### EXERCISE BRIEF
Below this sentence is a listing; return exactly its lines from the one with "pinky pip: (197, 287)" to the one with "thumb cmc: (271, 379)", both kept, and nothing more.

### RAW DATA
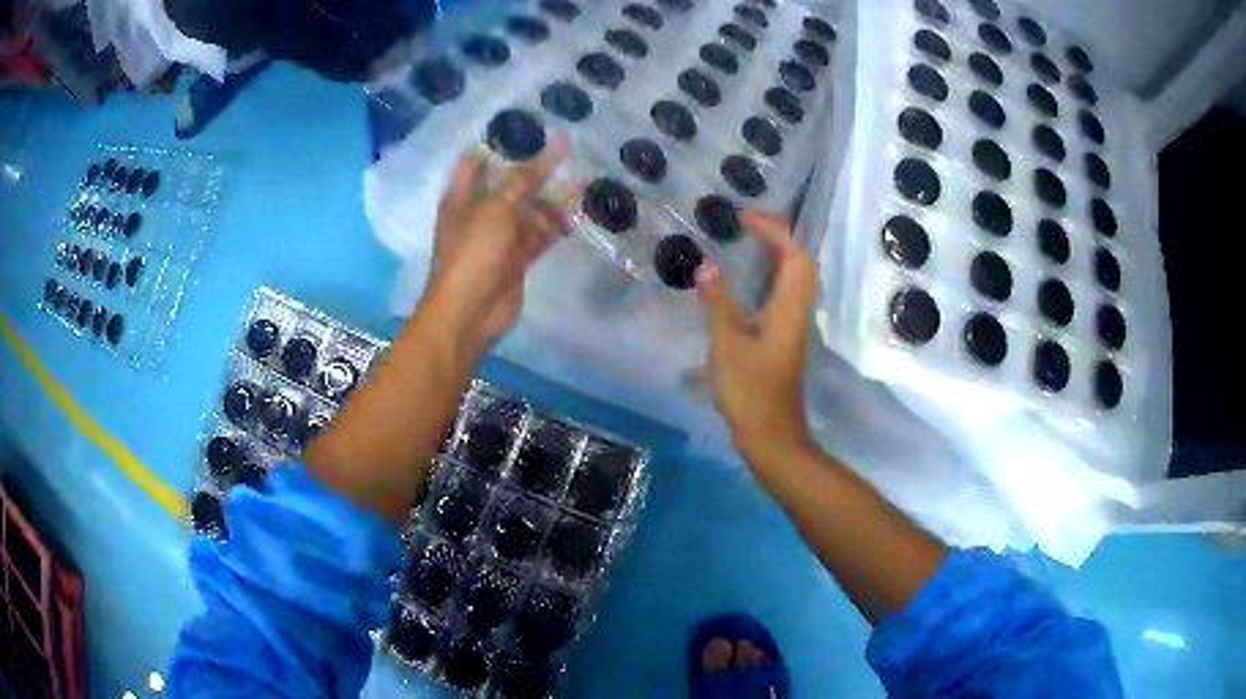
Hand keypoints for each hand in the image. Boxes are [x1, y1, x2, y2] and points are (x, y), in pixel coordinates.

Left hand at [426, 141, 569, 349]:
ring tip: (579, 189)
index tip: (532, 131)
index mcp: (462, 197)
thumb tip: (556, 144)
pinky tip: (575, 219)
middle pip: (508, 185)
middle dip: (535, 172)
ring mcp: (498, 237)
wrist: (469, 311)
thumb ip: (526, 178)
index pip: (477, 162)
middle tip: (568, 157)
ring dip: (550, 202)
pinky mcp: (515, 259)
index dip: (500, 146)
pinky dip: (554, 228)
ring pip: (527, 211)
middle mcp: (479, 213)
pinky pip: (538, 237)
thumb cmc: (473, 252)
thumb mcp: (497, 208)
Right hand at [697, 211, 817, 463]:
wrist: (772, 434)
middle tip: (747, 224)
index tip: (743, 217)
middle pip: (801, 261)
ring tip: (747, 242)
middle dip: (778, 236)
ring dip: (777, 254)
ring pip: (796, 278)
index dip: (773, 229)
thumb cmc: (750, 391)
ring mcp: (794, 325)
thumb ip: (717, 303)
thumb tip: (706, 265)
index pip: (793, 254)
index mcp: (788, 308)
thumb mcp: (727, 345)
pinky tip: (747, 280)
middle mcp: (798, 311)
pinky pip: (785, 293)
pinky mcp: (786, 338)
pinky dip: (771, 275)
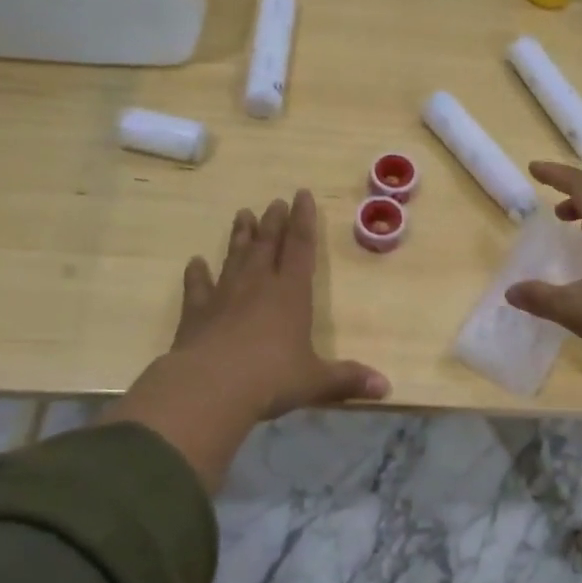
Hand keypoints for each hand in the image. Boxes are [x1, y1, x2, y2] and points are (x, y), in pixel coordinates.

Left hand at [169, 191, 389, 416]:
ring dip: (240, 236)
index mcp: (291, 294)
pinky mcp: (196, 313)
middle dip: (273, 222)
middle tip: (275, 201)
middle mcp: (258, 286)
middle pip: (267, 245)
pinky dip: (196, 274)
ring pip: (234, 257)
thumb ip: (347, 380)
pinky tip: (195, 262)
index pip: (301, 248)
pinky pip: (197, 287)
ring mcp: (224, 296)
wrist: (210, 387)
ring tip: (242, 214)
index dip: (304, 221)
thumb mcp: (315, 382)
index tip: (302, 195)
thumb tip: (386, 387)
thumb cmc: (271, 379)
--
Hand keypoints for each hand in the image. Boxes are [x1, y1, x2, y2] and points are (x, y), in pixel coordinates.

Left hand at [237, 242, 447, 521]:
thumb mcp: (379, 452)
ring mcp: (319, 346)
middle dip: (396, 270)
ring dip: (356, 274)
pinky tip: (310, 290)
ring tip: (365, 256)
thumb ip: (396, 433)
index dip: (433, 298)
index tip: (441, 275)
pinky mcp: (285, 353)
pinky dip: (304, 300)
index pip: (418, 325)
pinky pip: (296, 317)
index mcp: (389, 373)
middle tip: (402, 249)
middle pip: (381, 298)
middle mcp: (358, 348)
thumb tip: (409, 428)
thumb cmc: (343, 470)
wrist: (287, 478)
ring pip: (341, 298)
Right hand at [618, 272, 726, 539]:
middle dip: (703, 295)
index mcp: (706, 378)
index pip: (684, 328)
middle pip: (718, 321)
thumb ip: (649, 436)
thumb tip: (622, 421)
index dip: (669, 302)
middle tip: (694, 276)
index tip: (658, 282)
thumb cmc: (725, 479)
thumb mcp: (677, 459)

### EXERCISE SOLUTION
pinky pip: (197, 287)
ring mcp: (224, 296)
wrist: (210, 387)
ring tip: (242, 214)
index dip: (304, 221)
thumb mcp: (315, 382)
index tip: (302, 195)
thumb tip: (386, 387)
thumb cmc: (271, 379)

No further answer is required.